- _Task prompt_: Check every line of the entries that follow, and copy the ones containing "Blair".

- _Available records_:
══════════════════════════════
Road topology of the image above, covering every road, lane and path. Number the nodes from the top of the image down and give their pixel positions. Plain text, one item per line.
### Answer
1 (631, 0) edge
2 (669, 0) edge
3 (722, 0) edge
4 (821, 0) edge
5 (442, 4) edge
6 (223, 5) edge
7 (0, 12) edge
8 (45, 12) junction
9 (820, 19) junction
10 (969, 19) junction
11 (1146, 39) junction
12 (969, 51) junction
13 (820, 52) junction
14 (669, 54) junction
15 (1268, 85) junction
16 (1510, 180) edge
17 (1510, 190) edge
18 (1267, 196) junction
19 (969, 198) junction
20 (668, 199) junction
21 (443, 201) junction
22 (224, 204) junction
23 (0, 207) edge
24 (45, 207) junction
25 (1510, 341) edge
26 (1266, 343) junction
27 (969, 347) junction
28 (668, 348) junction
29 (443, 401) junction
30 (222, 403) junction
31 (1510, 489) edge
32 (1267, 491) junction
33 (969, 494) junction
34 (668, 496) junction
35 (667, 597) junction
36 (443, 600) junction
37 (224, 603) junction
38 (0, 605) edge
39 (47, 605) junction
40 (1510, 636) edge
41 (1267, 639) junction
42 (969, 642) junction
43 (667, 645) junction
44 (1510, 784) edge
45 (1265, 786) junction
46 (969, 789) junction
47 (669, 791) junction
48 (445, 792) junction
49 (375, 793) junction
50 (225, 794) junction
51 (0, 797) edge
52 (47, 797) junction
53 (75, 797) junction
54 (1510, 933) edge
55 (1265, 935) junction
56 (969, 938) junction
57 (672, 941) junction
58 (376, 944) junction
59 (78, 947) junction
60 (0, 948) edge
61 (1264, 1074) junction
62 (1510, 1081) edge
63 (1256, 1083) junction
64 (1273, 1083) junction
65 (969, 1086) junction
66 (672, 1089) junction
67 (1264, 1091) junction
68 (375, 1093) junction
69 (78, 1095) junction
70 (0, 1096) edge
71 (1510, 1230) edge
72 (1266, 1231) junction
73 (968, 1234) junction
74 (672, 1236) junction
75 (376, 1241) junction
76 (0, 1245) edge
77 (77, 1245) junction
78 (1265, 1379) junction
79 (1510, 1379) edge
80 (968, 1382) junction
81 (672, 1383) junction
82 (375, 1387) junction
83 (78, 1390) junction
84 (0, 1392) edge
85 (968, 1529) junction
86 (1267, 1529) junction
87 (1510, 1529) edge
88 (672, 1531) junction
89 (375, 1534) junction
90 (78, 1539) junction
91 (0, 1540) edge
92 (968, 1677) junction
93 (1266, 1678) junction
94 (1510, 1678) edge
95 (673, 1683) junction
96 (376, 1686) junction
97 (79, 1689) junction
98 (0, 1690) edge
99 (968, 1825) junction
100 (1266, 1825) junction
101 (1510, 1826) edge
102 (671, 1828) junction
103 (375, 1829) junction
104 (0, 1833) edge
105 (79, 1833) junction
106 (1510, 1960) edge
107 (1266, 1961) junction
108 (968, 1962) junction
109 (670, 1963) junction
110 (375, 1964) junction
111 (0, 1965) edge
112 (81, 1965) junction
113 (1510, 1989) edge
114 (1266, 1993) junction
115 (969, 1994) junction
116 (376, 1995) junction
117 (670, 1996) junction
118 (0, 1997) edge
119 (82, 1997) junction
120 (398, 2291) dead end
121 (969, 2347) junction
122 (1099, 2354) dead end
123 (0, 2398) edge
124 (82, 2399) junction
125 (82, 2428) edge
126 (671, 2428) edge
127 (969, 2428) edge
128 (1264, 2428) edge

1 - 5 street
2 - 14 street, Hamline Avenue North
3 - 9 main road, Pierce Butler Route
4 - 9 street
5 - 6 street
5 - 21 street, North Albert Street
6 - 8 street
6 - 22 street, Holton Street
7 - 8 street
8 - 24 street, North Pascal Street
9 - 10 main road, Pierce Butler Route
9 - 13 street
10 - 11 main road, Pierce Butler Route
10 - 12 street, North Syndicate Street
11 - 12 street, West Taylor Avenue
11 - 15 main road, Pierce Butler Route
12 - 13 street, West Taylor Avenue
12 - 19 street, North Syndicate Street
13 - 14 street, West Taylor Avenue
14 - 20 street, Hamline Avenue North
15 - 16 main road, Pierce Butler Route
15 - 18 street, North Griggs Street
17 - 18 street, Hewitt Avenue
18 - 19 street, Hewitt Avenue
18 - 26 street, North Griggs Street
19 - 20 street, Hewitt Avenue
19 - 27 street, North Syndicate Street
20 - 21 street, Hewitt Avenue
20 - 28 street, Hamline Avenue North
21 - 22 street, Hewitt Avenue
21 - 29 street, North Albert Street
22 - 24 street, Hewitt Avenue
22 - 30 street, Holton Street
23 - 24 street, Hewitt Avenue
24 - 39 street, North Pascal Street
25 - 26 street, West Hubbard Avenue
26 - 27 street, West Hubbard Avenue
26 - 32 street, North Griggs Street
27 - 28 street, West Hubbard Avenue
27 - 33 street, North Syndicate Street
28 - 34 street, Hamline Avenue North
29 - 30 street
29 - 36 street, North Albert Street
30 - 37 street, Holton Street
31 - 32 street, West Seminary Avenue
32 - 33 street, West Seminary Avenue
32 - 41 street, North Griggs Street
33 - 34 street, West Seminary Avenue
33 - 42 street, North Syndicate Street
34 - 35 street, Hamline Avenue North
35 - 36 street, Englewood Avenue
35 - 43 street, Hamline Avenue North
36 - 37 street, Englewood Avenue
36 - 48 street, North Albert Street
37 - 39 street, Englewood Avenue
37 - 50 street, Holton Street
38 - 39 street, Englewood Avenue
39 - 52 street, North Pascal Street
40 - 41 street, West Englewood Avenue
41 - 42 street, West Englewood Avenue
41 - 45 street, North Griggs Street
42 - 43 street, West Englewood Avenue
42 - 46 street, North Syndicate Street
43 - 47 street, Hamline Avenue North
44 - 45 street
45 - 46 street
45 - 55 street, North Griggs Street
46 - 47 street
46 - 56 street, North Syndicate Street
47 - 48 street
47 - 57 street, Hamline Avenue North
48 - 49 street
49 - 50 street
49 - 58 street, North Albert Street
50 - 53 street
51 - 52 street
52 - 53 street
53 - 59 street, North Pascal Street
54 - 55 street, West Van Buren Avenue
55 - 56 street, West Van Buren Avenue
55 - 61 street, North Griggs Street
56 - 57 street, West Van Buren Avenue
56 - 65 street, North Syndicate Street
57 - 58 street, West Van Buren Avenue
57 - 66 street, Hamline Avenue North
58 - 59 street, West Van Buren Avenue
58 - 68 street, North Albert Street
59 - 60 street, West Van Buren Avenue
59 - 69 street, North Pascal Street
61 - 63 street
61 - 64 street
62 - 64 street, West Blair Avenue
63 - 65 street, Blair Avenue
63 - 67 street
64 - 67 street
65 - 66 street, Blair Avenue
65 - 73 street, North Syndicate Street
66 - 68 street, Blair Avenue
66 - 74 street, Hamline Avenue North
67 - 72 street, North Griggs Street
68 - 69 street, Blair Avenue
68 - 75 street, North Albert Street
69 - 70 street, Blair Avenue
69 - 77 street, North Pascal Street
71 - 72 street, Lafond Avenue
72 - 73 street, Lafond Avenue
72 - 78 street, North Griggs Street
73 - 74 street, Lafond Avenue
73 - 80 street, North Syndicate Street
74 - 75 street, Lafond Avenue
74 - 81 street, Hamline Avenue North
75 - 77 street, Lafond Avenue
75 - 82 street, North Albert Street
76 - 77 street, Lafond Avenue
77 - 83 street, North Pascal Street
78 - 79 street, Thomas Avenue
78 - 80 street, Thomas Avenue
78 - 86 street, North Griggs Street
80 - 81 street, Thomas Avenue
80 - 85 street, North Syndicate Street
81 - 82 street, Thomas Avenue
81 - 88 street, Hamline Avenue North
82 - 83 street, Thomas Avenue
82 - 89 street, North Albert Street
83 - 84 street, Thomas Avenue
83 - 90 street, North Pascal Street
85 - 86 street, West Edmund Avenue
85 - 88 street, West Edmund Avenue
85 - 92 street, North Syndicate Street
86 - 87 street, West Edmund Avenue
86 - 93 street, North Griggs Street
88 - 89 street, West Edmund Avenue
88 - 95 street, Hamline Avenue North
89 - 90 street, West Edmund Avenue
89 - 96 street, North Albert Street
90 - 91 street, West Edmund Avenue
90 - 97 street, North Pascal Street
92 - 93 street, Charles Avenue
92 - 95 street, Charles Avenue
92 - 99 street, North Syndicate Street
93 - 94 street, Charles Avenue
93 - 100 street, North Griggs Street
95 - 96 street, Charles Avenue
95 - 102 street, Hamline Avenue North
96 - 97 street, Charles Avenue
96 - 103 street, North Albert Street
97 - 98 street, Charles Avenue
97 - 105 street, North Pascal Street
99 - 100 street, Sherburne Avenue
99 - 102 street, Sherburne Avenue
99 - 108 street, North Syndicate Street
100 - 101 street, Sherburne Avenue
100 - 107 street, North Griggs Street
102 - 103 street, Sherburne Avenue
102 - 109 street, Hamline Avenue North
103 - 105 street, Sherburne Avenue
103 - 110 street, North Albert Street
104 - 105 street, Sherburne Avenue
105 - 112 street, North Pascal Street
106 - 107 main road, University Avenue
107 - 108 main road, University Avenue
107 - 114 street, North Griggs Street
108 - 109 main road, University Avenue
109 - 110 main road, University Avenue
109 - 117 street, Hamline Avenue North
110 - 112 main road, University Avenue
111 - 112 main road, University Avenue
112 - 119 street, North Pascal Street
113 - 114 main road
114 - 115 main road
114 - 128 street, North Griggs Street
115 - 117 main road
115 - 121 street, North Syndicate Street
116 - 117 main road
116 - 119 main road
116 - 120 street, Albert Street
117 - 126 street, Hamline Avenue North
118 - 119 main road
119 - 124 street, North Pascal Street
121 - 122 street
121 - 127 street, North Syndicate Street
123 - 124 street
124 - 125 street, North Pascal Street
══════════════════════════════
- _Your response_:
62 - 64 street, West Blair Avenue
63 - 65 street, Blair Avenue
65 - 66 street, Blair Avenue
66 - 68 street, Blair Avenue
68 - 69 street, Blair Avenue
69 - 70 street, Blair Avenue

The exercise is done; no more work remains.